Calm Scene Picturing as a Self Help Technique for Anxiety






A Calm Scene is one which you train yourself to picture in your mind so that your brain learns to automatically associate it with feeling calmer. Therefore, when you teach yourself this image you ensure you are feeling calm.

The way our brains work tends to leave those of us with a quick acting arousal system at a disadvantage because ours learn unhelpful, or painful associations far too easily.

The higher the level of negative arousal before the survival instinct alarm is switched off, the more likely the survival instinct is to remember it.

The more extreme the negative emotion, the more forceful the startle warning will be the next time.

(If you don't yet fully understand this, re-read the section on Causes of Anxiety)

How use of a Calm Scene can switch off the warnings

Calm Scene is a technique by which we can start to redress the balance by learning to associate a chosen visual image with a pleasant feeling.

Visual images, whether real scenes, photos or even pictures in our minds, can be very powerful.

Everyone probably has experience of an image which they've learnt to associate with something sad, or frightening, which triggers this feeling whenever the image comes to mind. For example, if you had been involved in some sort of accident somewhere you may well have found that you immediately experienced those same feelings again when you passed by, saw a photo, or even got reminded of that place in some way.

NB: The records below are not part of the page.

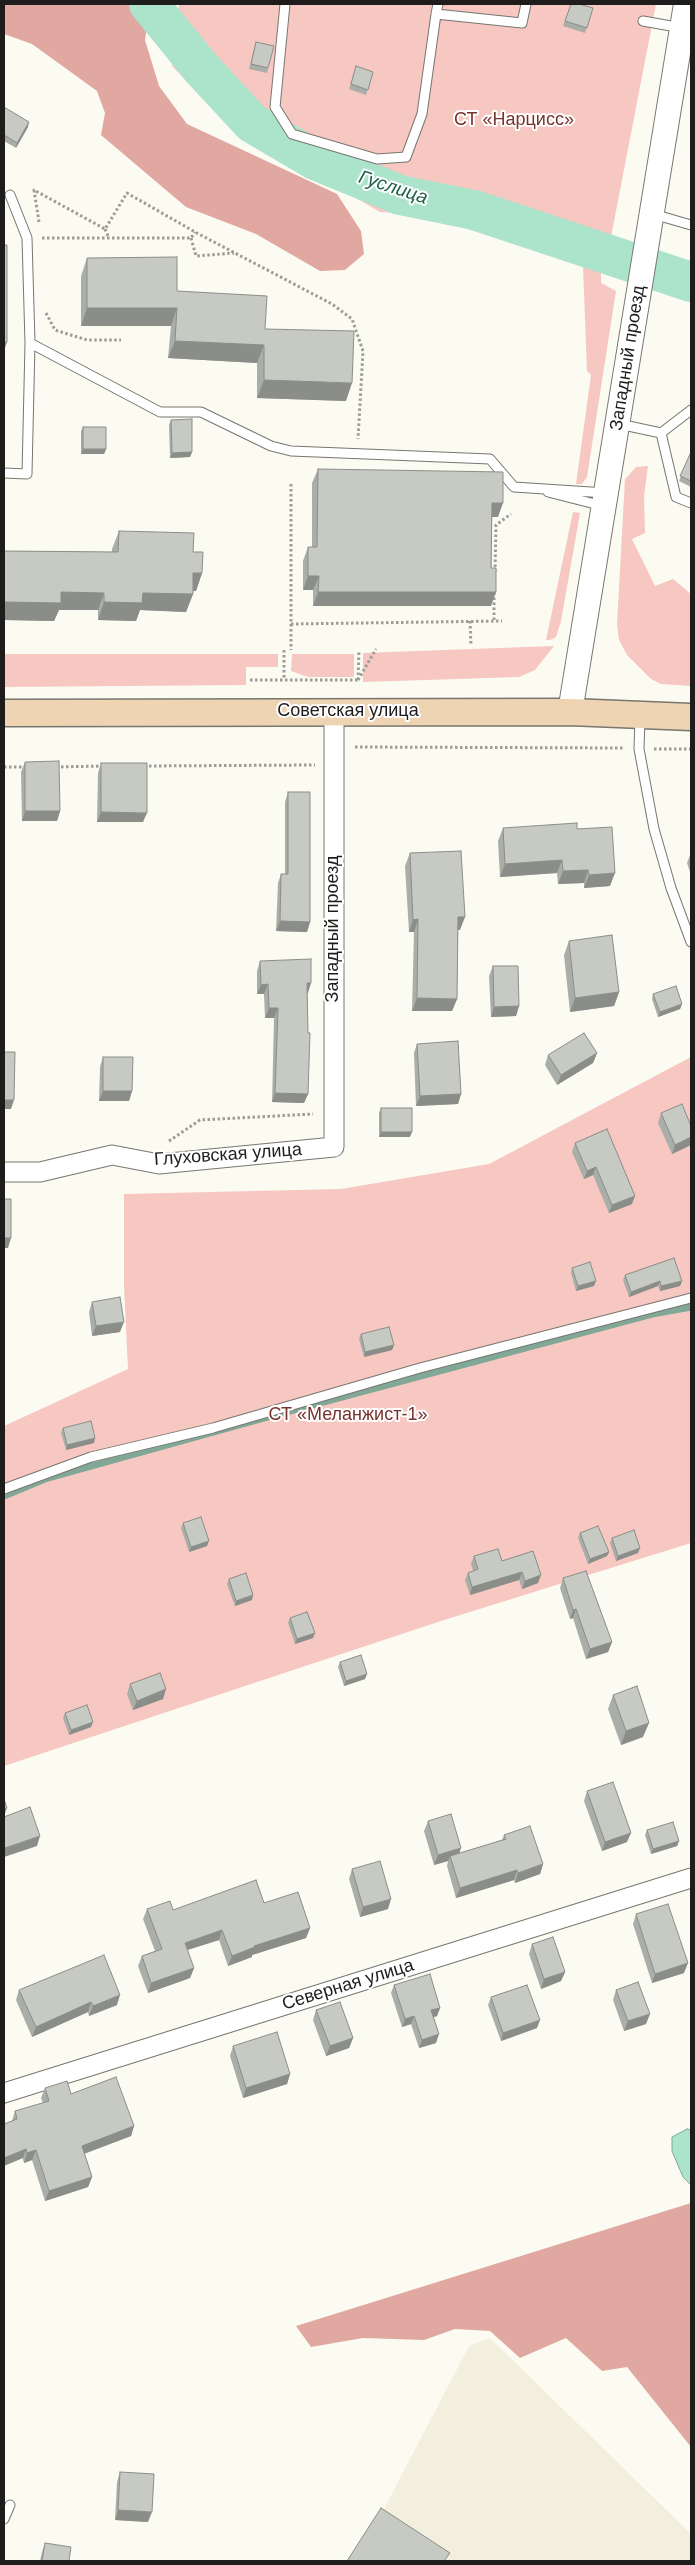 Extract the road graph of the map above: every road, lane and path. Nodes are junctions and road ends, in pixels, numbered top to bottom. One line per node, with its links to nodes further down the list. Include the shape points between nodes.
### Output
1 (284, 4): 5 (lane, via 275,107 292,134 377,159 406,156 422,114)
2 (438, 4): 5 (lane)
3 (526, 4): 5 (lane, via 522,23)
4 (686, 4): 7 (street, Западный проезд)
5 (436, 14)
6 (643, 21): 7 (lane)
7 (682, 28): 9 (street, Западный проезд)
8 (10, 195): 13 (lane)
9 (651, 223): 10 (lane); 23 (street, Западный проезд)
10 (691, 225)
11 (105, 229): 12 (path, via 127,192); 14 (path, via 34,190); 15 (path)
12 (195, 232): 16 (path); 18 (path)
13 (27, 238): 14 (path); 21 (lane)
14 (42, 238): 15 (path); 17 (path)
15 (108, 238): 16 (path)
16 (191, 238): 18 (path, via 196,256)
17 (42, 248)
18 (235, 253): 25 (path, via 332,304 352,319 362,350)
19 (46, 305): 20 (path, via 55,330 87,340)
20 (121, 340)
21 (30, 343): 25 (lane, via 160,412 200,412 271,446 291,451); 26 (lane, via 27,474)
22 (691, 410): 24 (lane)
23 (618, 424): 24 (lane); 28 (street, Западный проезд)
24 (661, 433): 29 (lane, via 676,497)
25 (357, 452): 28 (lane, via 490,459 514,486 540,490 586,490)
26 (4, 473)
27 (291, 484): 36 (path)
28 (605, 500): 47 (street, Западный проезд)
29 (691, 503)
30 (511, 514): 31 (path, via 496,525)
31 (495, 573)
32 (494, 592): 33 (path)
33 (494, 620): 34 (path); 35 (path)
34 (470, 621): 36 (path); 37 (path)
35 (502, 621)
36 (291, 624): 40 (path)
37 (471, 646)
38 (376, 649): 44 (path)
39 (284, 650): 43 (path)
40 (292, 650)
41 (359, 650): 44 (path)
42 (250, 680): 43 (path)
43 (284, 680): 44 (path)
44 (358, 680)
45 (334, 710): 46 (main road, Советская улица); 47 (main road, Советская улица); 52 (street, Западный проезд)
46 (4, 712)
47 (570, 712): 48 (main road, Советская улица)
48 (640, 716): 49 (main road, Советская улица); 50 (lane)
49 (691, 716)
50 (639, 749): 51 (path); 52 (path, via 355,746); 58 (lane, via 654,830)
51 (691, 749)
52 (333, 764): 54 (path); 59 (street, Западный проезд)
53 (105, 766): 57 (path)
54 (135, 766)
55 (4, 767): 56 (path)
56 (29, 767)
57 (46, 767)
58 (691, 942)
59 (334, 1100): 60 (path, via 318,1114 200,1120 170,1141); 61 (street, Западный проезд)
60 (163, 1142)
61 (334, 1147): 62 (street, Глуховская улица, via 159,1164 112,1155 40,1172)
62 (4, 1172)
63 (691, 1298): 64 (lane, via 420,1368 213,1428 91,1457)
64 (4, 1489)
65 (691, 1878): 66 (street, Северная улица)
66 (4, 2093)
67 (10, 2505): 68 (lane)
68 (4, 2519) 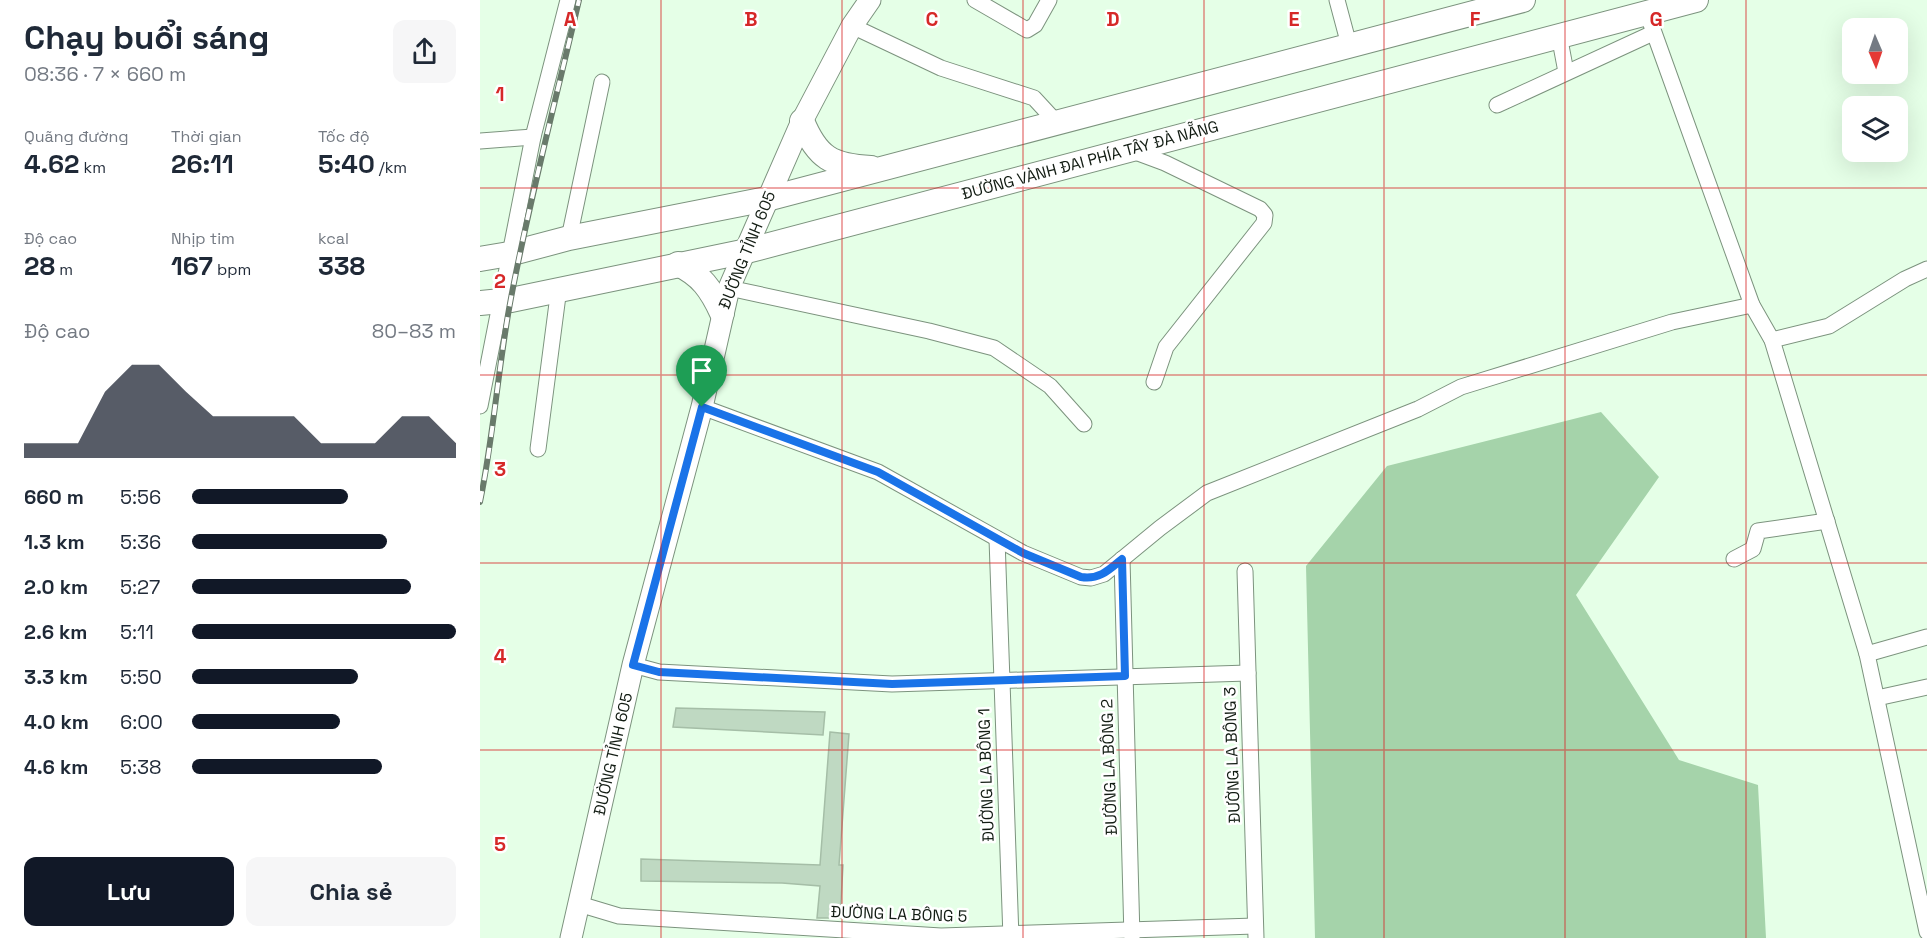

The idea of Calm Scene is to become relaxed and immerse yourself in your chosen imaginary place - be it a garden, a beach, a woodland glade, or whatever. Once you have practised this several times, your brain starts to associate the calmer feeling with the image. Thus later, when you want to feel calmer, you simply have to picture your Calm Scene and your brain will follow suit by providing you with the associated relaxed feeling.

The best way to learn it is by listening to a recording which describes the scene to you after initially taking you through some simple calming techniques.

There are free downloads of three such scenes which I use a lot with patients.

garden calm scene

The image I use on this first calm scene download is of a beautiful garden in which you imagine yourself lying on a hammock or swinging settee. If you can feel yourself rocking gently as you also feel the occasional brush of the breeze across your skin and the gentle warmth of the sun, so much the better.

(There are further instructions as to how best to use the downloads on the relevant page.)

Using this technique to help let go of unwanted thoughts

As well as teaching you to visualise a particular Calm Scene, this recording can also be used to start to practise letting go of unwanted thoughts once you realise you're having them.

It is easier to learn to do this when the thoughts you are trying to release are of no great importance. Once you have mastered the technique you will then stand a better chance of using it to release the kinds of thoughts that distress you.

If you suffer with anxiety it is very likely that you are well aware of those times when you think anxious thoughts and wind yourself up further, but you don't know how to stop them. To try and push such thoughts away or even distract yourself often doesn't work. This is because if you are consciously trying NOT to take notice of something you are also aware of it.

It is impossible to NOT think of something. For example, suppose I say to you that in a moment I want you to imagine anything you wish but NOT a yellow spotted elephant? You will have a fleeting image of a yellow spotted elephant first because your mind has to imagine it in order to know what not to think of!

When we try not to think of something we are effectively focusing on it!

There are instructions as to how to begin to learn a technique for moving your mind away from things you realise you don't want to think about on the downloads page. When you have learnt to do this with ordinary, non-important thoughts, you will stand a better chance of being able to do it with those thoughts that have a degree of raised arousal attached and which the survival instinct is trying to keep you focused on because it (wrongly) believes you to be in danger.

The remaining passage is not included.